§ **EXERCISE GOAL**: Give back every record exactly as it reads.

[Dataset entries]
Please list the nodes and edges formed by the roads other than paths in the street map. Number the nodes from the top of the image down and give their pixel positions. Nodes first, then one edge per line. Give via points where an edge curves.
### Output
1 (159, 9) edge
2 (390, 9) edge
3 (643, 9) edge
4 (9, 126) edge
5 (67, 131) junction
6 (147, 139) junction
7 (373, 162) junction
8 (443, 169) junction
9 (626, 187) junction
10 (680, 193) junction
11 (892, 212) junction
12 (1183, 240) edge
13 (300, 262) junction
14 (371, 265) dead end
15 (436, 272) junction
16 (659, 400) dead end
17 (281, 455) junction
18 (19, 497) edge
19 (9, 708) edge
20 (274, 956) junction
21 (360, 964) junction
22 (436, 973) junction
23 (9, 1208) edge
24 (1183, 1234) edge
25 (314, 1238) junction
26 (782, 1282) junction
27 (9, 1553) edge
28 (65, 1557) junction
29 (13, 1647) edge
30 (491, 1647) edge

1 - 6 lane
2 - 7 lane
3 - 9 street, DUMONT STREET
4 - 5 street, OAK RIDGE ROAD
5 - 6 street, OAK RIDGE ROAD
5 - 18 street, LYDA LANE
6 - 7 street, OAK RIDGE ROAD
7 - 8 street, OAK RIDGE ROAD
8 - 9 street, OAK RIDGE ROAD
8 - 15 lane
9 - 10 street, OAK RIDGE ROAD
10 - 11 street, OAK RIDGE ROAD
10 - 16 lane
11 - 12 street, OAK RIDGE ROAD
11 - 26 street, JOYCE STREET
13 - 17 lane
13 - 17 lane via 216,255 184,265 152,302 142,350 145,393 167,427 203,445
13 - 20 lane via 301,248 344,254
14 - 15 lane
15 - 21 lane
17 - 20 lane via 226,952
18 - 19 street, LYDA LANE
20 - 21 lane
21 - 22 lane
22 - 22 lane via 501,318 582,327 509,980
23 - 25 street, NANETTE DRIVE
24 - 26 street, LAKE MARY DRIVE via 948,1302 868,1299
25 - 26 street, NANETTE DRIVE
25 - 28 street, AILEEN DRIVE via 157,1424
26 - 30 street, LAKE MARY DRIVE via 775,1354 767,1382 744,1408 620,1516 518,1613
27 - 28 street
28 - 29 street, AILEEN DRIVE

§ **TASK RESPONSE**:
Please list the nodes and edges formed by the roads other than paths in the street map. Number the nodes from the top of the image down and give their pixel positions. Nodes first, then one edge per line. Give via points where an edge curves.
### Output
1 (159, 9) edge
2 (390, 9) edge
3 (643, 9) edge
4 (9, 126) edge
5 (67, 131) junction
6 (147, 139) junction
7 (373, 162) junction
8 (443, 169) junction
9 (626, 187) junction
10 (680, 193) junction
11 (892, 212) junction
12 (1183, 240) edge
13 (300, 262) junction
14 (371, 265) dead end
15 (436, 272) junction
16 (659, 400) dead end
17 (281, 455) junction
18 (19, 497) edge
19 (9, 708) edge
20 (274, 956) junction
21 (360, 964) junction
22 (436, 973) junction
23 (9, 1208) edge
24 (1183, 1234) edge
25 (314, 1238) junction
26 (782, 1282) junction
27 (9, 1553) edge
28 (65, 1557) junction
29 (13, 1647) edge
30 (491, 1647) edge

1 - 6 lane
2 - 7 lane
3 - 9 street, DUMONT STREET
4 - 5 street, OAK RIDGE ROAD
5 - 6 street, OAK RIDGE ROAD
5 - 18 street, LYDA LANE
6 - 7 street, OAK RIDGE ROAD
7 - 8 street, OAK RIDGE ROAD
8 - 9 street, OAK RIDGE ROAD
8 - 15 lane
9 - 10 street, OAK RIDGE ROAD
10 - 11 street, OAK RIDGE ROAD
10 - 16 lane
11 - 12 street, OAK RIDGE ROAD
11 - 26 street, JOYCE STREET
13 - 17 lane
13 - 17 lane via 216,255 184,265 152,302 142,350 145,393 167,427 203,445
13 - 20 lane via 301,248 344,254
14 - 15 lane
15 - 21 lane
17 - 20 lane via 226,952
18 - 19 street, LYDA LANE
20 - 21 lane
21 - 22 lane
22 - 22 lane via 501,318 582,327 509,980
23 - 25 street, NANETTE DRIVE
24 - 26 street, LAKE MARY DRIVE via 948,1302 868,1299
25 - 26 street, NANETTE DRIVE
25 - 28 street, AILEEN DRIVE via 157,1424
26 - 30 street, LAKE MARY DRIVE via 775,1354 767,1382 744,1408 620,1516 518,1613
27 - 28 street
28 - 29 street, AILEEN DRIVE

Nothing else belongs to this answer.